No, it meant the Met, which hired Levine as its principal conductor in 1973. When he arrived, the Met had no full-time music director, just a rotating cast of conductors to lead the operas. Before long, Levine would be a fixture, changing the way the world's premiere opera house worked and making himself indispensible along the way.
At the Met, Levine developed his reputation as an orchestra builder. His mammoth performance schedule left little time for anything else.
"When Jimmy first came, the quality was not what it is today," says Joseph Volpe, the general manager who has worked in some capacity at the Met since 1964. "Nobody really paid attention to the orchestra. There were lots of guest conductors, and nobody on board day in and day out. So for many years, you had good times and bad times."
Levine built the Met by plotting out programs years in advance. His soft, personal touch played well with some of the world's greatest singers. He also found willing partners in Volpe, Hunt, and his brother Tom. They sheltered him from confrontation -- "although Jimmy doesn't have a reputation for enjoying a good fight, I do," said Volpe -- and protected his time so he could devote himself fully to his music.
Hunt and Tom Levine became the best line of defense for a man who never wants to be rude or appear disinterested.
"If it's somebody who is an overaged, clapped-out singer who says, `We really need to have a meeting about what I'm going to be doing at the Met in future years,' he's not going to say no," says Tom Levine. "It's just rude and not friendly. And so he may call me, and I'll say, `Jeez, I don't know where we're going to put this."
Levine takes great pride in his ability to get the best out of players. He believes in collaboration, and he gives his orchestras more responsibility than is standard in auditioning players. In Boston, he's not always been present for auditions since his appointment in 2001. Levine says he trusts the orchestra. He also doesn't believe he can really know if a player's right until he or she has played for him a while. If, at that point, he doesn't like the orchestra's choice, there's a two-year probationary period during which he can let the player go before granting tenure.

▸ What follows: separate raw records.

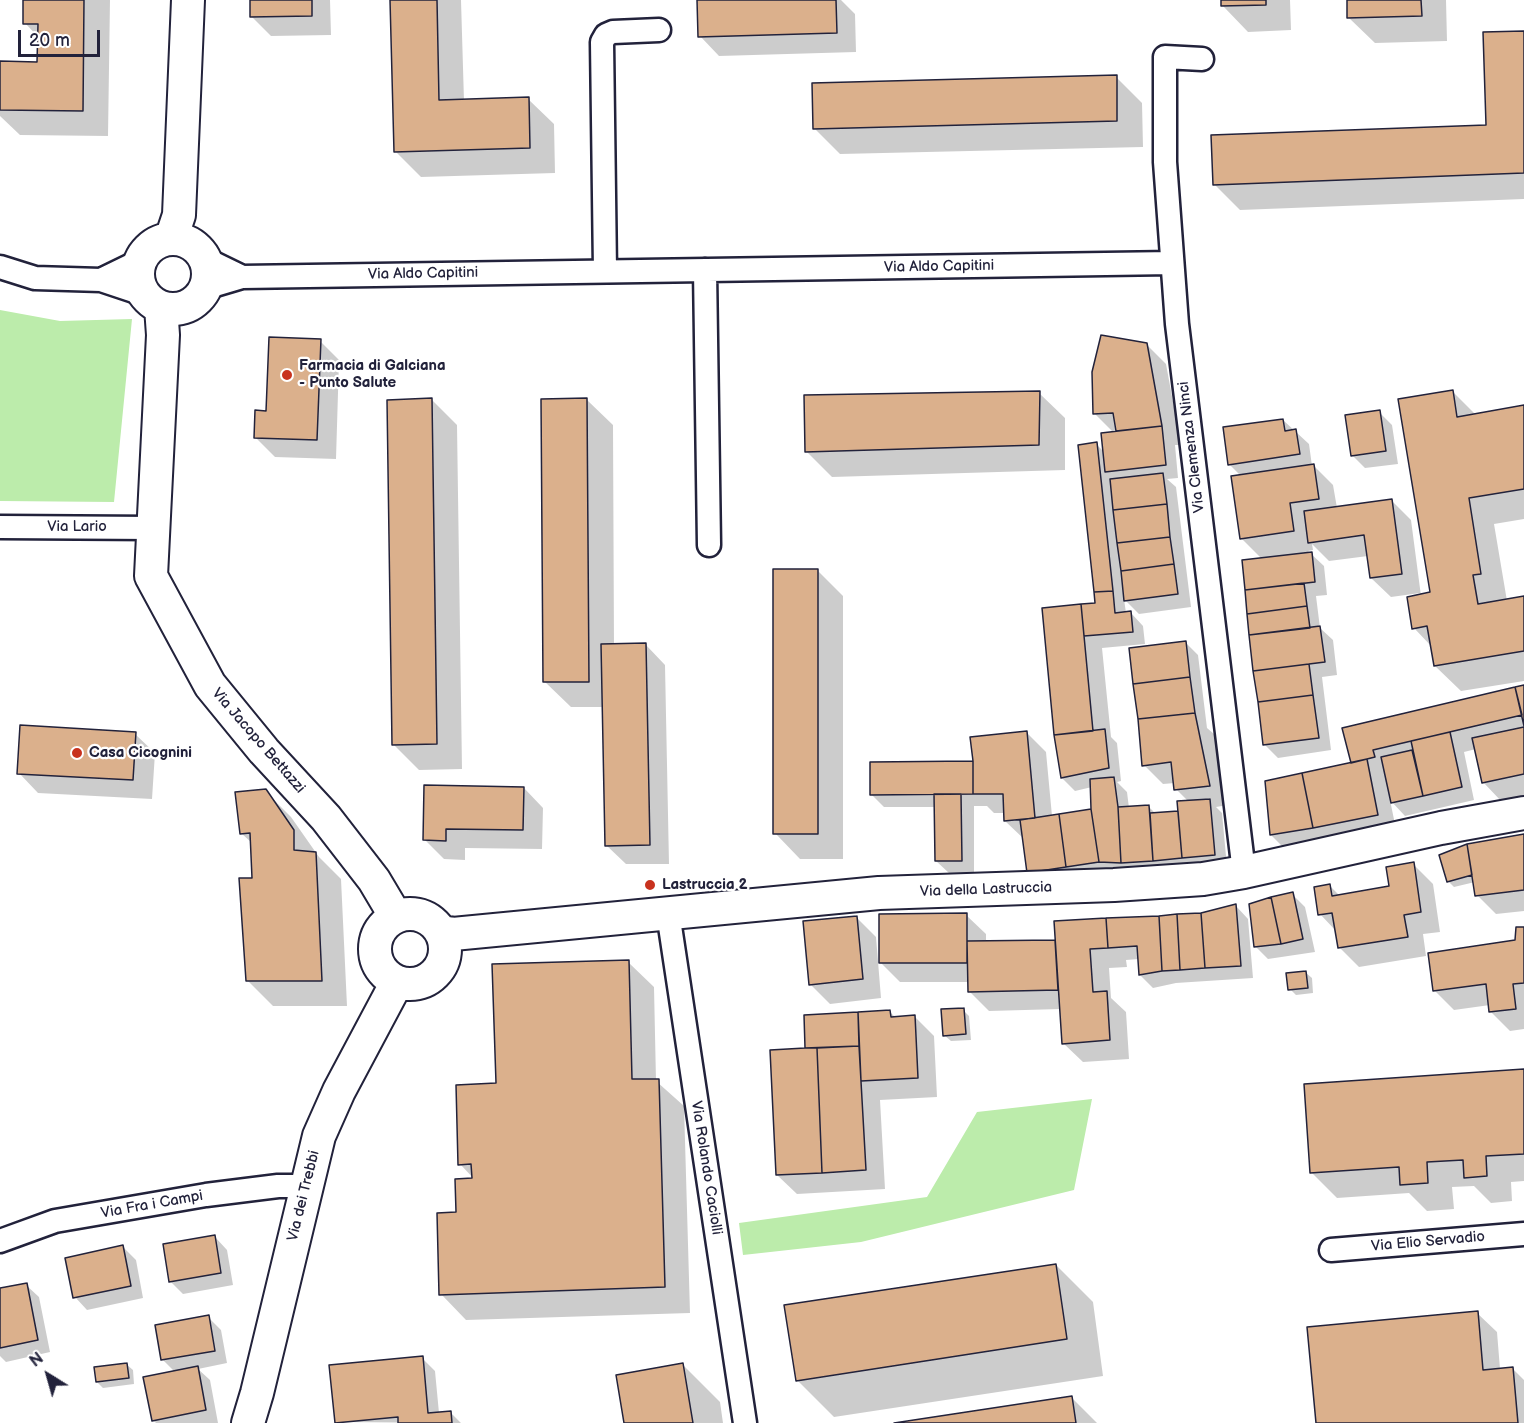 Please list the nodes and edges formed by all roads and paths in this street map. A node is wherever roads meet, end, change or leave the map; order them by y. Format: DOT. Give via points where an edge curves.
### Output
graph roads {
  1 [pos="188,0"];
  2 [pos="659,30"];
  3 [pos="1202,59"];
  4 [pos="186,239"];
  5 [pos="140,261"];
  6 [pos="1172,263"];
  7 [pos="0,267"];
  8 [pos="705,270"];
  9 [pos="605,271"];
  10 [pos="242,277"];
  11 [pos="101,280"];
  12 [pos="205,288"];
  13 [pos="161,311"];
  14 [pos="0,527"];
  15 [pos="154,528"];
  16 [pos="709,545"];
  17 [pos="1524,813"];
  18 [pos="1244,872"];
  19 [pos="668,913"];
  20 [pos="396,916"];
  21 [pos="442,932"];
  22 [pos="397,982"];
  23 [pos="307,1185"];
  24 [pos="1524,1234"];
  25 [pos="0,1241"];
  26 [pos="1331,1250"];
  27 [pos="248,1423"];
  28 [pos="745,1423"];
  1 -- 4 [label="street"];
  2 -- 9 [label="street" via="613,32 602,42"];
  3 -- 6 [label="street, Via Clemenza Ninci" via="1165,57 1165,162"];
  4 -- 5 [label="street" via="153,246"];
  4 -- 10 [label="street, Via Aldo Capitini"];
  4 -- 12 [label="street" via="207,267"];
  5 -- 11 [label="street"];
  5 -- 13 [label="street, Via Jacopo Bettazzi" via="139,283"];
  6 -- 8 [label="street, Via Aldo Capitini"];
  6 -- 18 [label="street, Via Clemenza Ninci"];
  7 -- 11 [label="street" via="34,278"];
  8 -- 9 [label="street, Via Aldo Capitini"];
  8 -- 16 [label="street"];
  9 -- 10 [label="street, Via Aldo Capitini"];
  10 -- 12 [label="street, Via Aldo Capitini"];
  11 -- 13 [label="street"];
  12 -- 13 [label="street" via="194,302"];
  13 -- 15 [label="street, Via Jacopo Bettazzi"];
  14 -- 15 [label="street, Via Lario"];
  15 -- 20 [label="street, Via Jacopo Bettazzi" via="151,576 210,685 326,818 374,880"];
  17 -- 18 [label="street, Via della Lastruccia"];
  18 -- 19 [label="street, Via della Lastruccia" via="1114,885 879,893"];
  19 -- 21 [label="street, Via della Lastruccia"];
  19 -- 28 [label="street, Via Rolando Caciolli"];
  20 -- 21 [label="street" via="427,917"];
  20 -- 22 [label="street" via="377,936 375,950 386,975"];
  21 -- 22 [label="street" via="446,946 437,973 425,981"];
  22 -- 23 [label="street, Via dei Trebbi" via="339,1090 319,1136"];
  23 -- 25 [label="street, Via Fra i Campi" via="206,1195 55,1221"];
  23 -- 27 [label="street, Via dei Trebbi"];
  24 -- 26 [label="street, Via Elio Servadio"];
} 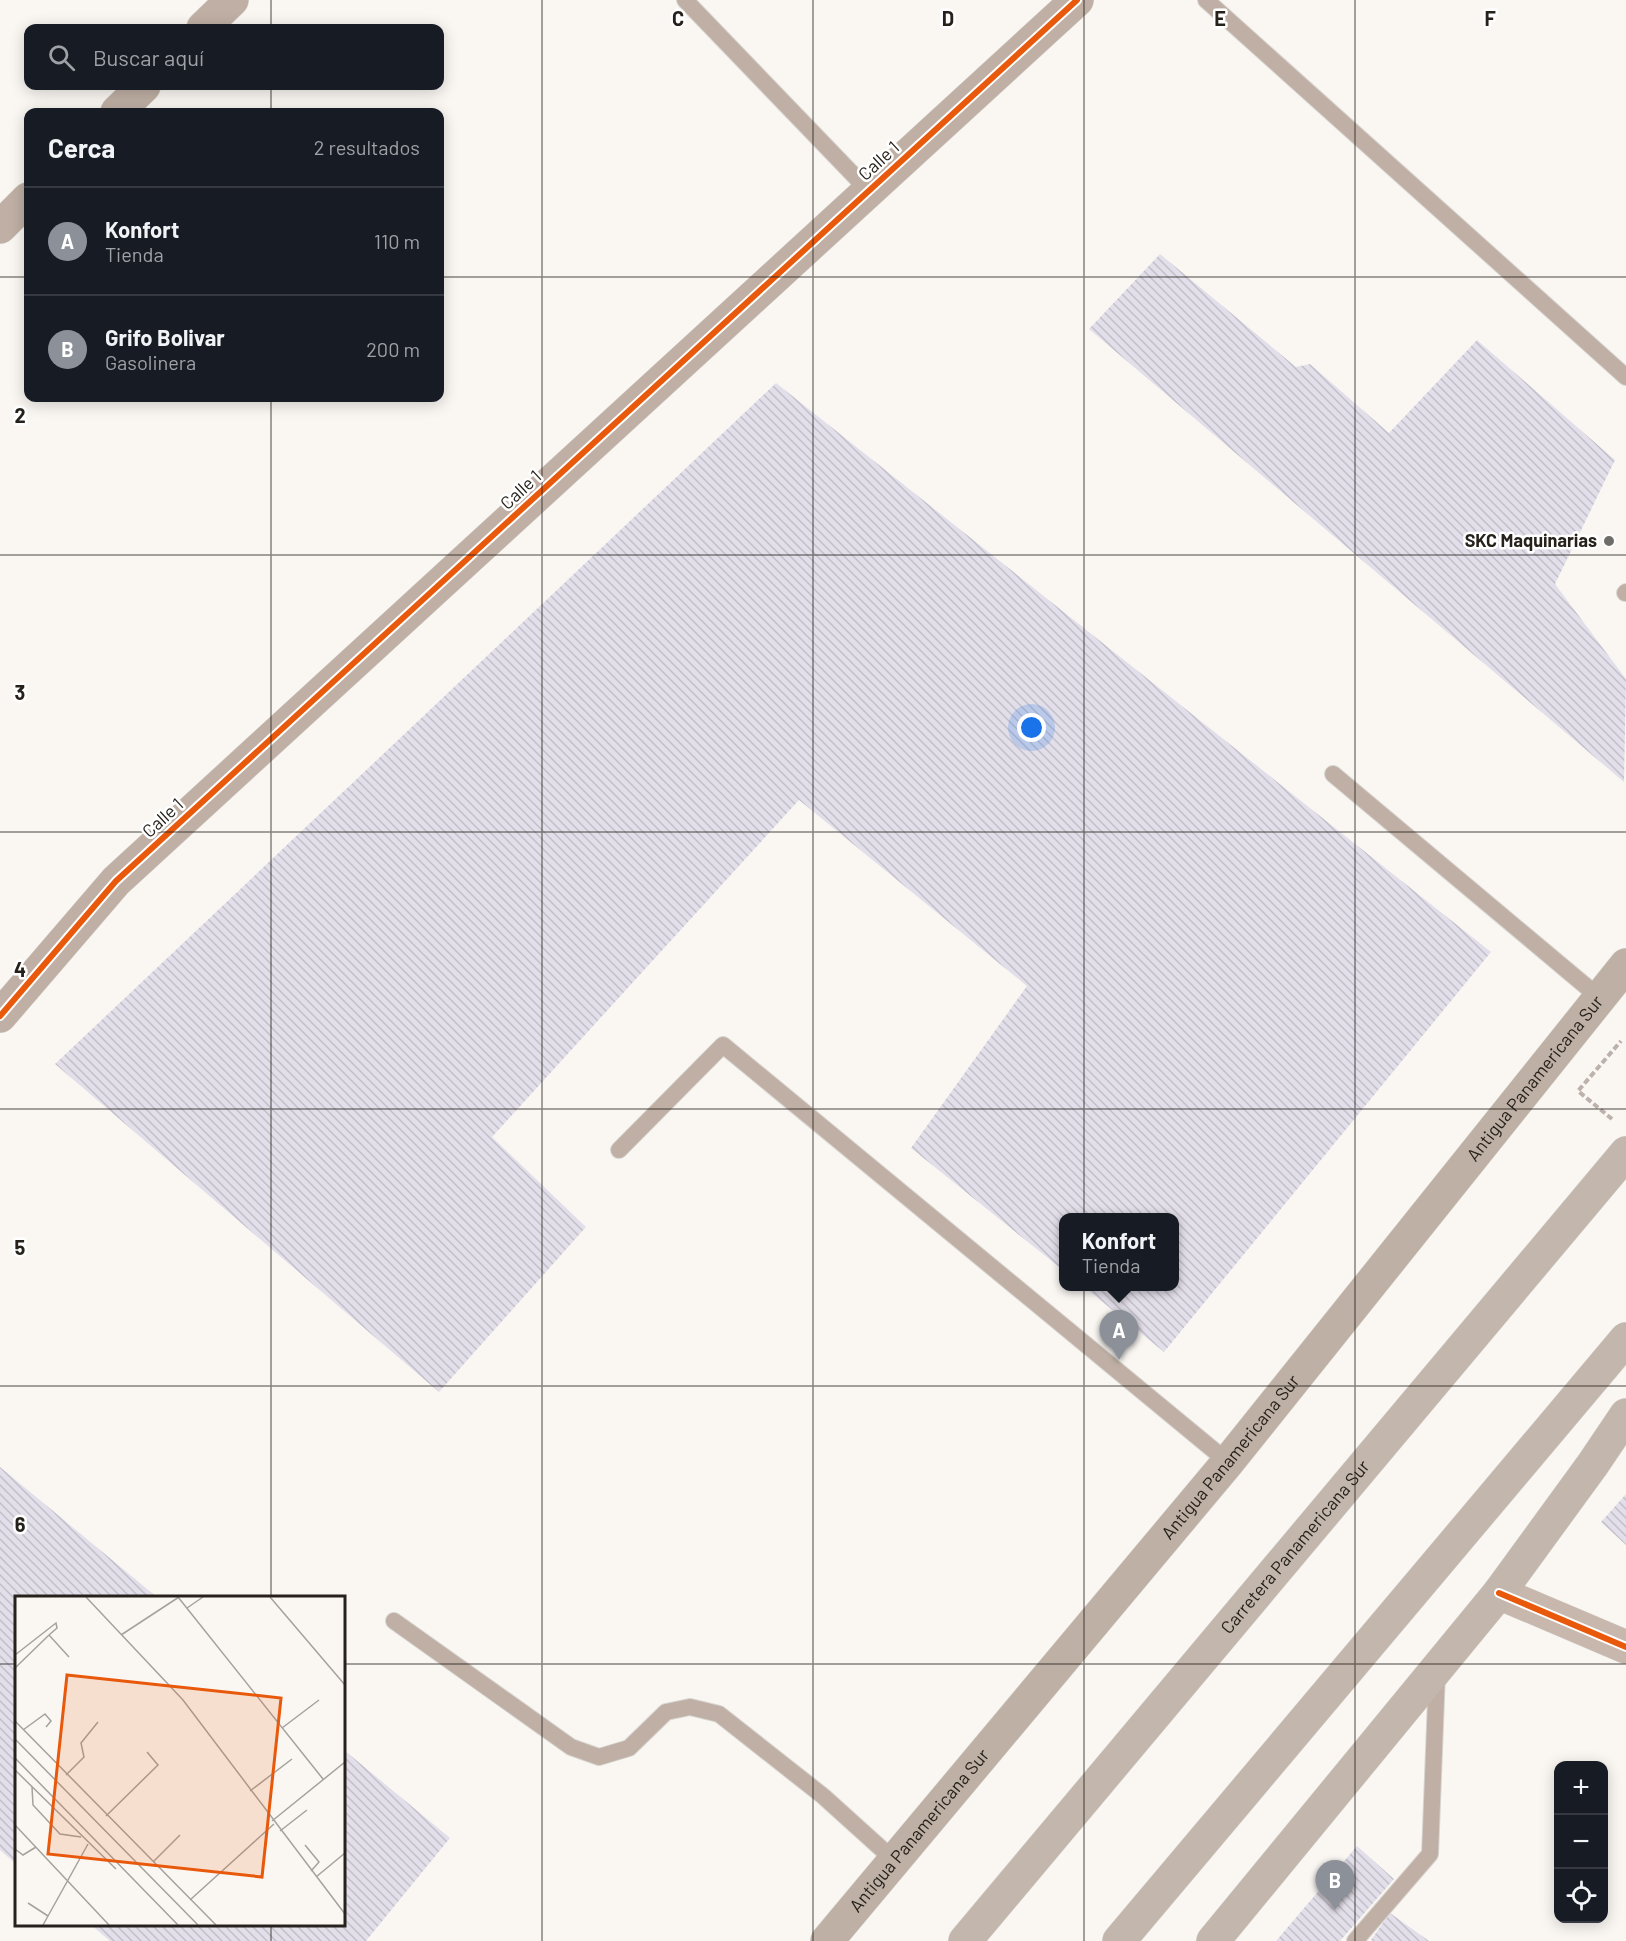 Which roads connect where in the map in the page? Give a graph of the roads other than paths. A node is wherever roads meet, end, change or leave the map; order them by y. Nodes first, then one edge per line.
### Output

At the Met, Levine developed his emphasis on rehearsals and longevity. He has stayed so long because he feels he's most effective when he has an understanding with his players that only comes with time. That's also, in part, why he remained music director at the Ravinia Festival, the Chicago Symphony Orchestra's summer home, for 20 years, until 1993.
"I want to hear the orchestra play the way a great singer, a great piano soloist, a great string quartet plays," he says. "I want them to have the communicative power to transmit the composer's idea. Therefore I regard my work as done 80, 90 percent in rehearsals."
Over time, some Met players say, that's created a special level of communication between the conductor and the orchestra. With his musicians so well prepared, Levine doesn't have to employ the bombast and arm-waving expected from the average conductor. He can signal the players with the slightest move of his finger. He can use his right arm to keep the beat.
"You see so many conductors with their heads buried in the score and not really giving you the impression that they know what's going on and that they are really communicating with everyone," says Richard Horowitz, timpanist in the Met Orchestra for more than 50 years. "There's no problem like that with Jimmy."
A new relationship
Levine's ability to shape an orchestra without making wholesale changes will be important in Boston. Ozawa had 29 years to supervise additions to the BSO. Of the 95 players entering the 2004-2005 season, he appointed 72. Still, long before Ozawa left two years ago, his relationship had soured with some prominent players.
Back in 1995, concertmaster Malcolm Lowe and principal cellist Jules Eskin savaged Ozawa in an independent newsletter published by a group of players, suggesting he should be replaced.
"I found it thrilling to work with Seiji," says James Sommerville, the BSO's principal horn since 1998. "But it's true that most relationships like this need a change at a certain point."
"Here's what I hope will happen," starts Levine.
He sips from a mug of iced Evian. Earlier in the day, he led a rehearsal of "The Magic Flute," the new Julie Taymor production. Now he's explaining why he isn't nervous about his Boston debut.
"We hope if I work with them for two or three seasons, that we start to know each other in a way where the rehearsal time goes further and further because they know what it is we're after. If I stop the Met orchestra in a rehearsal, if I were to stop them and before I said a word and said, `How many of you know what I'm going to critique?' 99 percent of them would know."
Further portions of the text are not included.